+++ Records for this task +++
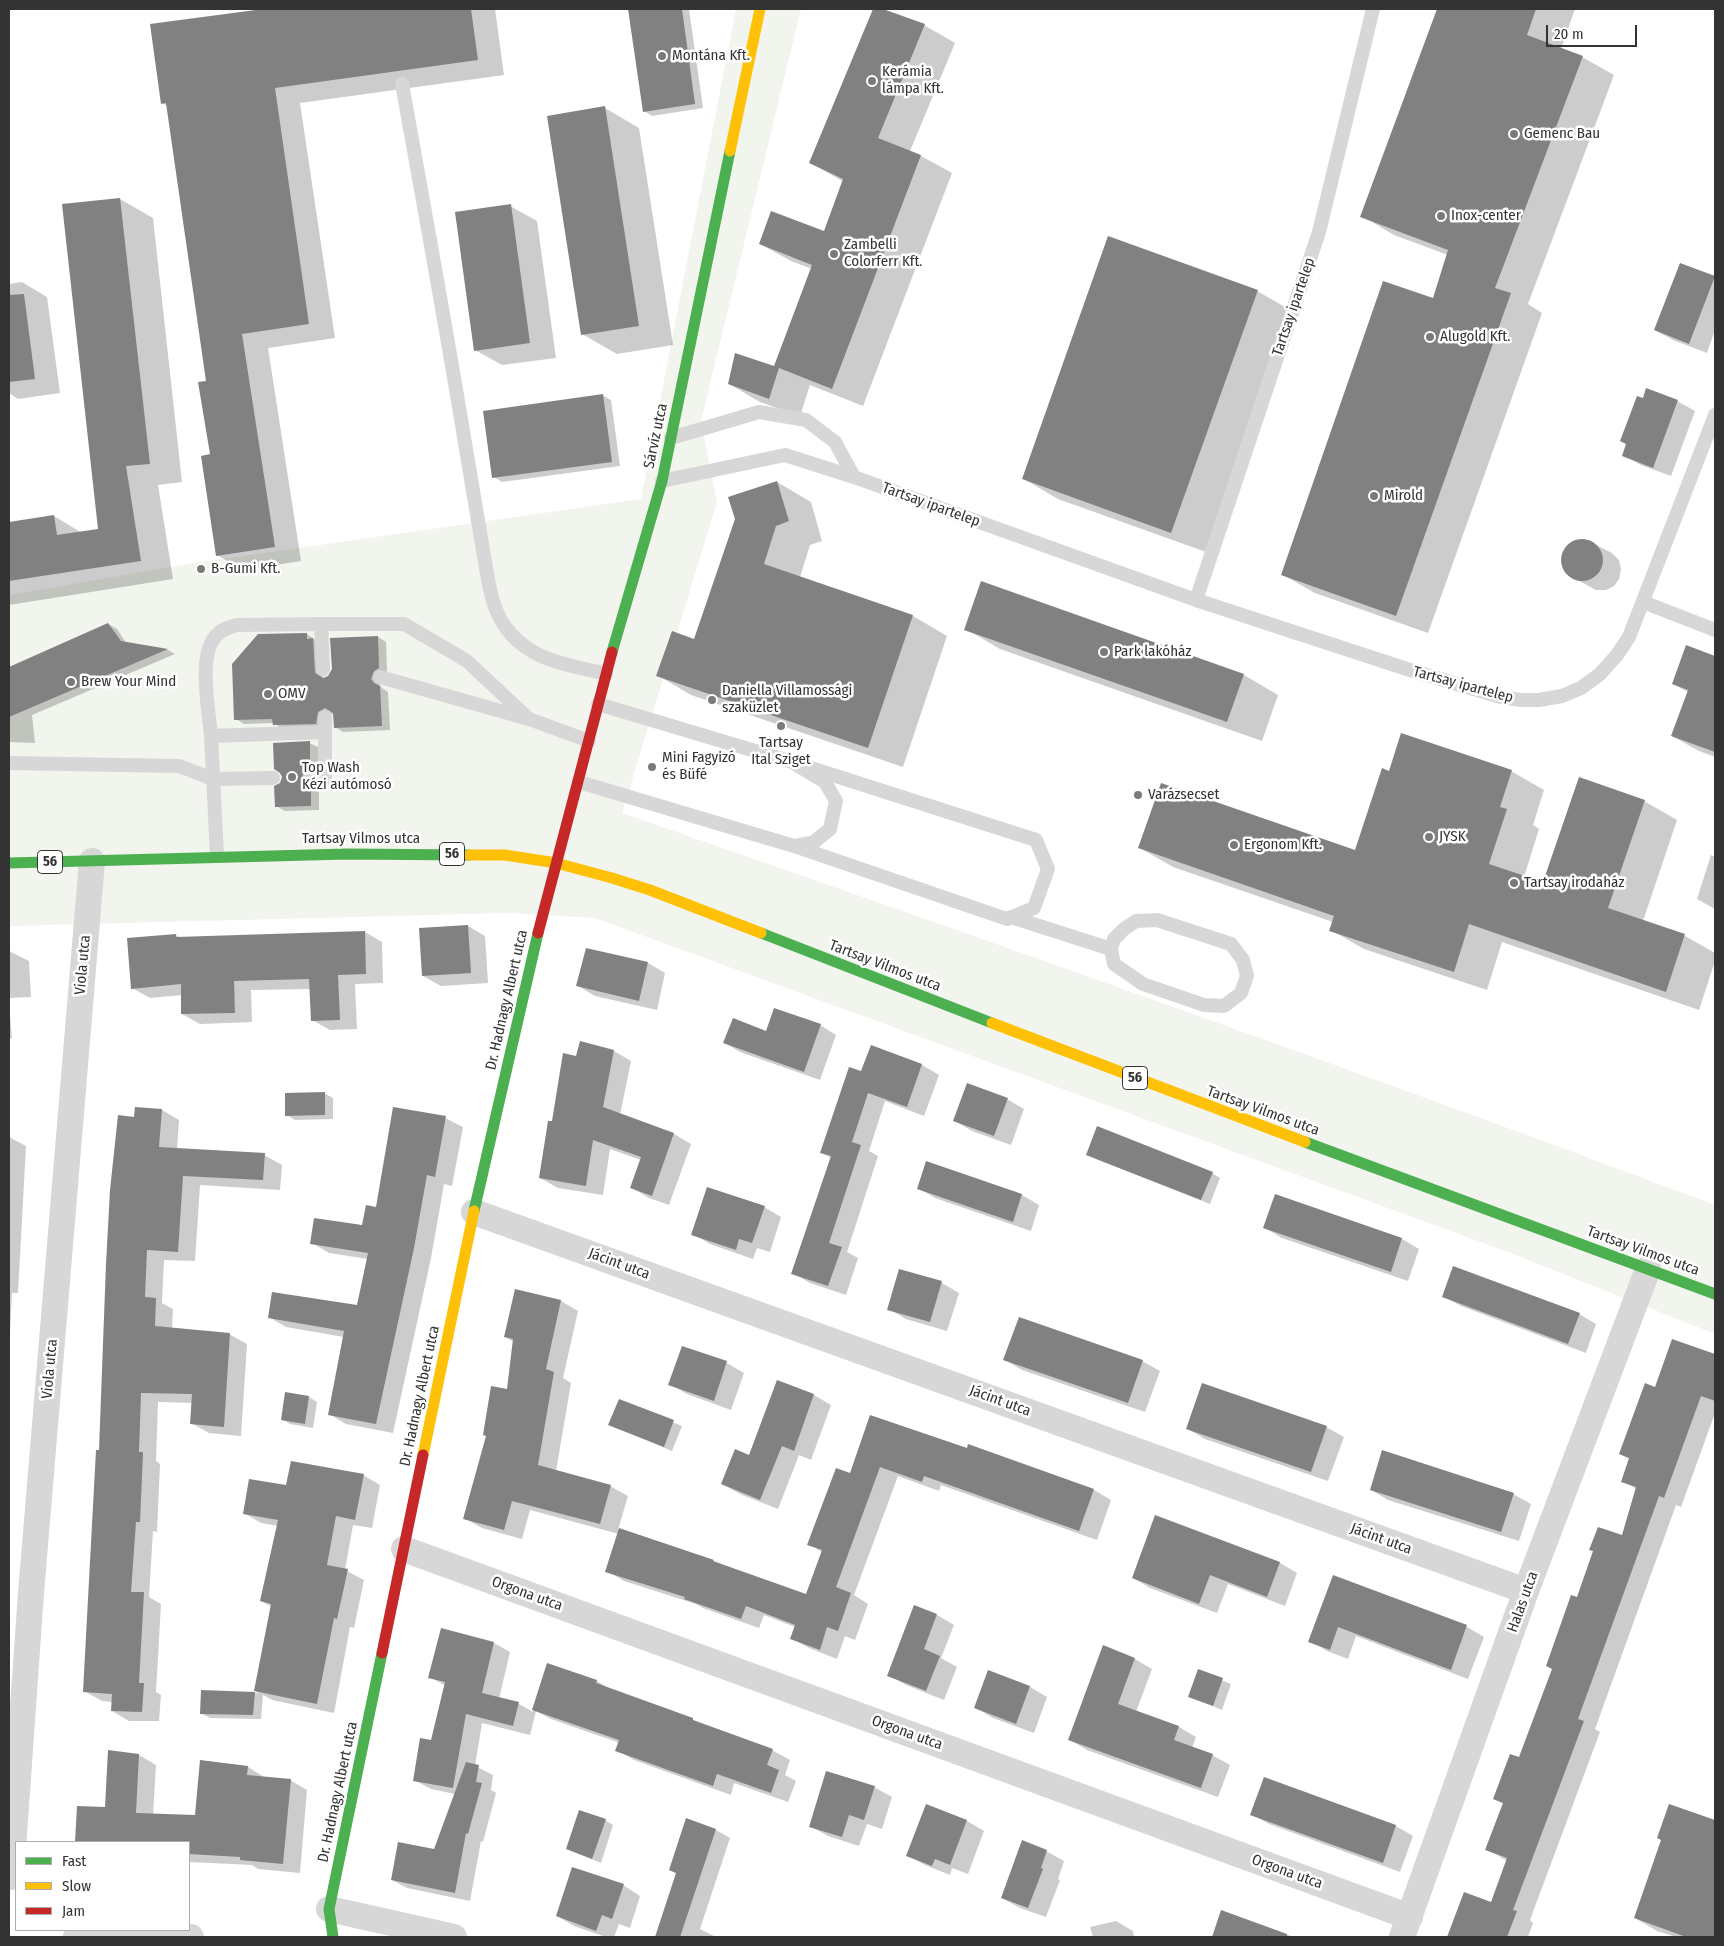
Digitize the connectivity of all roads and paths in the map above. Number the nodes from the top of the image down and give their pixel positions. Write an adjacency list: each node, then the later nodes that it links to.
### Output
1 (760, 9): 5 (street, Sárvíz utca)
2 (1373, 9): 8 (lane, Tartsay ipartelep)
3 (402, 84): 13 (lane)
4 (1715, 415): 9 (lane, Tartsay ipartelep)
5 (671, 438): 6 (lane); 7 (street, Sárvíz utca)
6 (854, 477): 7 (lane, Tartsay ipartelep); 8 (lane, Tartsay ipartelep)
7 (662, 481): 13 (street, Sárvíz utca)
8 (1196, 600): 9 (lane, Tartsay ipartelep)
9 (1643, 602): 11 (lane)
10 (321, 624): 12 (lane); 16 (lane); 17 (lane)
11 (1715, 630)
12 (323, 668)
13 (606, 674): 15 (street, Sárvíz utca)
14 (380, 677): 16 (lane)
15 (598, 704): 18 (street, Sárvíz utca); 19 (lane)
16 (529, 719): 18 (lane)
17 (211, 736): 21 (lane); 23 (lane)
18 (588, 741): 24 (street, Sárvíz utca)
19 (792, 762): 25 (lane); 30 (lane)
20 (9, 764): 23 (lane)
21 (311, 777)
22 (273, 778): 23 (lane)
23 (213, 779): 26 (lane)
24 (578, 782): 25 (lane); 29 (street, Sárvíz utca)
25 (794, 846): 30 (lane)
26 (217, 856): 27 (street, Tartsay Vilmos utca / 56); 29 (street, Tartsay Vilmos utca / 56)
27 (92, 861): 28 (street, Tartsay Vilmos utca / 56); 37 (street, Viola utca)
28 (9, 863)
29 (556, 863): 32 (street, Dr. Hadnagy Albert utca); 33 (street, Tartsay Vilmos utca / 56)
30 (1011, 917): 31 (lane)
31 (1111, 949): 31 (lane)
32 (474, 1212): 35 (street, Dr. Hadnagy Albert utca); 36 (street, Jácint utca)
33 (1648, 1269): 34 (street, Tartsay Vilmos utca / 56); 36 (street, Halas utca)
34 (1715, 1294)
35 (404, 1549): 38 (street, Dr. Hadnagy Albert utca); 39 (street, Orgona utca)
36 (1526, 1591): 39 (street, Halas utca)
37 (11, 1877)
38 (329, 1909): 42 (street, Dr. Hadnagy Albert utca); 43 (street)
39 (1406, 1927)
40 (76, 1937): 41 (street)
41 (191, 1937)
42 (333, 1937)
43 (454, 1937)

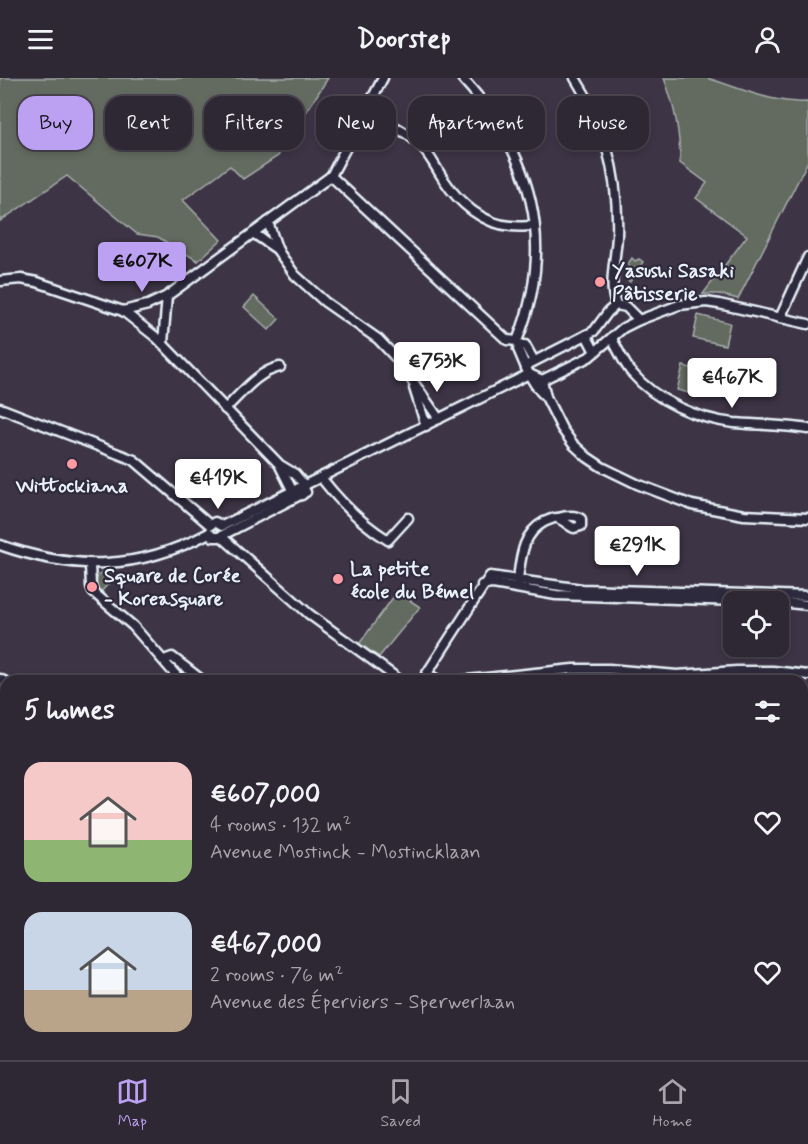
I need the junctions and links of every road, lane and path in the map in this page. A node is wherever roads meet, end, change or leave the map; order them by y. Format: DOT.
graph roads {
  1 [pos="383,78"];
  2 [pos="462,78"];
  3 [pos="575,78"];
  4 [pos="373,96"];
  5 [pos="396,130"];
  6 [pos="345,150"];
  7 [pos="331,176"];
  8 [pos="268,222"];
  9 [pos="534,226"];
  10 [pos="253,233"];
  11 [pos="278,251"];
  12 [pos="808,257"];
  13 [pos="0,281"];
  14 [pos="167,296"];
  15 [pos="616,305"];
  16 [pos="123,311"];
  17 [pos="780,318"];
  18 [pos="639,320"];
  19 [pos="808,324"];
  20 [pos="586,335"];
  21 [pos="614,336"];
  22 [pos="163,343"];
  23 [pos="518,343"];
  24 [pos="595,352"];
  25 [pos="534,361"];
  26 [pos="280,367"];
  27 [pos="527,371"];
  28 [pos="542,380"];
  29 [pos="413,382"];
  30 [pos="546,397"];
  31 [pos="0,408"];
  32 [pos="225,409"];
  33 [pos="439,419"];
  34 [pos="426,426"];
  35 [pos="808,429"];
  36 [pos="280,465"];
  37 [pos="334,471"];
  38 [pos="323,480"];
  39 [pos="300,491"];
  40 [pos="408,518"];
  41 [pos="558,518"];
  42 [pos="808,518"];
  43 [pos="237,527"];
  44 [pos="209,529"];
  45 [pos="222,532"];
  46 [pos="0,545"];
  47 [pos="234,547"];
  48 [pos="90,565"];
  49 [pos="517,584"];
  50 [pos="808,596"];
  51 [pos="723,601"];
  52 [pos="789,603"];
  53 [pos="808,604"];
  54 [pos="164,660"];
  55 [pos="176,675"];
  56 [pos="195,675"];
  57 [pos="393,675"];
  58 [pos="427,675"];
  59 [pos="534,675"];
  60 [pos="677,675"];
  61 [pos="677,675"];
  62 [pos="808,675"];
  1 -- 4 [label="street"];
  2 -- 9 [label="street"];
  3 -- 15 [label="street"];
  5 -- 9 [label="street"];
  6 -- 7 [label="street"];
  7 -- 8 [label="street"];
  7 -- 23 [label="street"];
  8 -- 10 [label="street"];
  8 -- 11 [label="street"];
  9 -- 23 [label="street"];
  10 -- 11 [label="street"];
  10 -- 14 [label="street"];
  11 -- 29 [label="street"];
  12 -- 17 [label="street"];
  13 -- 16 [label="street"];
  14 -- 16 [label="street"];
  14 -- 22 [label="street"];
  15 -- 18 [label="street"];
  15 -- 20 [label="street"];
  16 -- 22 [label="street"];
  17 -- 18 [label="street"];
  17 -- 19 [label="street"];
  18 -- 21 [label="street"];
  20 -- 24 [label="street"];
  20 -- 25 [label="street"];
  21 -- 24 [label="street"];
  21 -- 35 [label="street"];
  22 -- 32 [label="street"];
  23 -- 25 [label="street"];
  23 -- 27 [label="street"];
  24 -- 28 [label="street"];
  25 -- 27 [label="street"];
  26 -- 32 [label="street"];
  27 -- 28 [label="street"];
  27 -- 30 [label="street"];
  27 -- 33 [label="street"];
  28 -- 30 [label="street"];
  29 -- 33 [label="street"];
  29 -- 34 [label="street"];
  30 -- 42 [label="street"];
  31 -- 44 [label="street"];
  32 -- 36 [label="street"];
  33 -- 34 [label="street"];
  34 -- 37 [label="street"];
  36 -- 39 [label="street"];
  36 -- 39 [label="street"];
  37 -- 38 [label="street"];
  37 -- 39 [label="street"];
  38 -- 39 [label="street"];
  38 -- 40 [label="street"];
  39 -- 43 [label="street"];
  39 -- 45 [label="street"];
  41 -- 49 [label="street"];
  43 -- 45 [label="street"];
  43 -- 47 [label="street"];
  44 -- 45 [label="street"];
  44 -- 45 [label="street"];
  44 -- 48 [label="street"];
  45 -- 47 [label="street"];
  46 -- 48 [label="street"];
  47 -- 57 [label="street"];
  48 -- 54 [label="street"];
  49 -- 50 [label="street"];
  49 -- 51 [label="street"];
  49 -- 58 [label="street"];
  52 -- 53 [label="street"];
  54 -- 55 [label="street"];
  54 -- 56 [label="street"];
  59 -- 60 [label="street"];
  61 -- 62 [label="street"];
}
+++
• What the task requires
All that is needed is an exact copy of the entries above, minus the pictures.

• Task response
Digitize the connectivity of all roads and paths in the map above. Number the nodes from the top of the image down and give their pixel positions. Write an adjacency list: each node, then the later nodes that it links to.
### Output
1 (760, 9): 5 (street, Sárvíz utca)
2 (1373, 9): 8 (lane, Tartsay ipartelep)
3 (402, 84): 13 (lane)
4 (1715, 415): 9 (lane, Tartsay ipartelep)
5 (671, 438): 6 (lane); 7 (street, Sárvíz utca)
6 (854, 477): 7 (lane, Tartsay ipartelep); 8 (lane, Tartsay ipartelep)
7 (662, 481): 13 (street, Sárvíz utca)
8 (1196, 600): 9 (lane, Tartsay ipartelep)
9 (1643, 602): 11 (lane)
10 (321, 624): 12 (lane); 16 (lane); 17 (lane)
11 (1715, 630)
12 (323, 668)
13 (606, 674): 15 (street, Sárvíz utca)
14 (380, 677): 16 (lane)
15 (598, 704): 18 (street, Sárvíz utca); 19 (lane)
16 (529, 719): 18 (lane)
17 (211, 736): 21 (lane); 23 (lane)
18 (588, 741): 24 (street, Sárvíz utca)
19 (792, 762): 25 (lane); 30 (lane)
20 (9, 764): 23 (lane)
21 (311, 777)
22 (273, 778): 23 (lane)
23 (213, 779): 26 (lane)
24 (578, 782): 25 (lane); 29 (street, Sárvíz utca)
25 (794, 846): 30 (lane)
26 (217, 856): 27 (street, Tartsay Vilmos utca / 56); 29 (street, Tartsay Vilmos utca / 56)
27 (92, 861): 28 (street, Tartsay Vilmos utca / 56); 37 (street, Viola utca)
28 (9, 863)
29 (556, 863): 32 (street, Dr. Hadnagy Albert utca); 33 (street, Tartsay Vilmos utca / 56)
30 (1011, 917): 31 (lane)
31 (1111, 949): 31 (lane)
32 (474, 1212): 35 (street, Dr. Hadnagy Albert utca); 36 (street, Jácint utca)
33 (1648, 1269): 34 (street, Tartsay Vilmos utca / 56); 36 (street, Halas utca)
34 (1715, 1294)
35 (404, 1549): 38 (street, Dr. Hadnagy Albert utca); 39 (street, Orgona utca)
36 (1526, 1591): 39 (street, Halas utca)
37 (11, 1877)
38 (329, 1909): 42 (street, Dr. Hadnagy Albert utca); 43 (street)
39 (1406, 1927)
40 (76, 1937): 41 (street)
41 (191, 1937)
42 (333, 1937)
43 (454, 1937)

I need the junctions and links of every road, lane and path in the map in this page. A node is wherever roads meet, end, change or leave the map; order them by y. Format: DOT.
graph roads {
  1 [pos="383,78"];
  2 [pos="462,78"];
  3 [pos="575,78"];
  4 [pos="373,96"];
  5 [pos="396,130"];
  6 [pos="345,150"];
  7 [pos="331,176"];
  8 [pos="268,222"];
  9 [pos="534,226"];
  10 [pos="253,233"];
  11 [pos="278,251"];
  12 [pos="808,257"];
  13 [pos="0,281"];
  14 [pos="167,296"];
  15 [pos="616,305"];
  16 [pos="123,311"];
  17 [pos="780,318"];
  18 [pos="639,320"];
  19 [pos="808,324"];
  20 [pos="586,335"];
  21 [pos="614,336"];
  22 [pos="163,343"];
  23 [pos="518,343"];
  24 [pos="595,352"];
  25 [pos="534,361"];
  26 [pos="280,367"];
  27 [pos="527,371"];
  28 [pos="542,380"];
  29 [pos="413,382"];
  30 [pos="546,397"];
  31 [pos="0,408"];
  32 [pos="225,409"];
  33 [pos="439,419"];
  34 [pos="426,426"];
  35 [pos="808,429"];
  36 [pos="280,465"];
  37 [pos="334,471"];
  38 [pos="323,480"];
  39 [pos="300,491"];
  40 [pos="408,518"];
  41 [pos="558,518"];
  42 [pos="808,518"];
  43 [pos="237,527"];
  44 [pos="209,529"];
  45 [pos="222,532"];
  46 [pos="0,545"];
  47 [pos="234,547"];
  48 [pos="90,565"];
  49 [pos="517,584"];
  50 [pos="808,596"];
  51 [pos="723,601"];
  52 [pos="789,603"];
  53 [pos="808,604"];
  54 [pos="164,660"];
  55 [pos="176,675"];
  56 [pos="195,675"];
  57 [pos="393,675"];
  58 [pos="427,675"];
  59 [pos="534,675"];
  60 [pos="677,675"];
  61 [pos="677,675"];
  62 [pos="808,675"];
  1 -- 4 [label="street"];
  2 -- 9 [label="street"];
  3 -- 15 [label="street"];
  5 -- 9 [label="street"];
  6 -- 7 [label="street"];
  7 -- 8 [label="street"];
  7 -- 23 [label="street"];
  8 -- 10 [label="street"];
  8 -- 11 [label="street"];
  9 -- 23 [label="street"];
  10 -- 11 [label="street"];
  10 -- 14 [label="street"];
  11 -- 29 [label="street"];
  12 -- 17 [label="street"];
  13 -- 16 [label="street"];
  14 -- 16 [label="street"];
  14 -- 22 [label="street"];
  15 -- 18 [label="street"];
  15 -- 20 [label="street"];
  16 -- 22 [label="street"];
  17 -- 18 [label="street"];
  17 -- 19 [label="street"];
  18 -- 21 [label="street"];
  20 -- 24 [label="street"];
  20 -- 25 [label="street"];
  21 -- 24 [label="street"];
  21 -- 35 [label="street"];
  22 -- 32 [label="street"];
  23 -- 25 [label="street"];
  23 -- 27 [label="street"];
  24 -- 28 [label="street"];
  25 -- 27 [label="street"];
  26 -- 32 [label="street"];
  27 -- 28 [label="street"];
  27 -- 30 [label="street"];
  27 -- 33 [label="street"];
  28 -- 30 [label="street"];
  29 -- 33 [label="street"];
  29 -- 34 [label="street"];
  30 -- 42 [label="street"];
  31 -- 44 [label="street"];
  32 -- 36 [label="street"];
  33 -- 34 [label="street"];
  34 -- 37 [label="street"];
  36 -- 39 [label="street"];
  36 -- 39 [label="street"];
  37 -- 38 [label="street"];
  37 -- 39 [label="street"];
  38 -- 39 [label="street"];
  38 -- 40 [label="street"];
  39 -- 43 [label="street"];
  39 -- 45 [label="street"];
  41 -- 49 [label="street"];
  43 -- 45 [label="street"];
  43 -- 47 [label="street"];
  44 -- 45 [label="street"];
  44 -- 45 [label="street"];
  44 -- 48 [label="street"];
  45 -- 47 [label="street"];
  46 -- 48 [label="street"];
  47 -- 57 [label="street"];
  48 -- 54 [label="street"];
  49 -- 50 [label="street"];
  49 -- 51 [label="street"];
  49 -- 58 [label="street"];
  52 -- 53 [label="street"];
  54 -- 55 [label="street"];
  54 -- 56 [label="street"];
  59 -- 60 [label="street"];
  61 -- 62 [label="street"];
}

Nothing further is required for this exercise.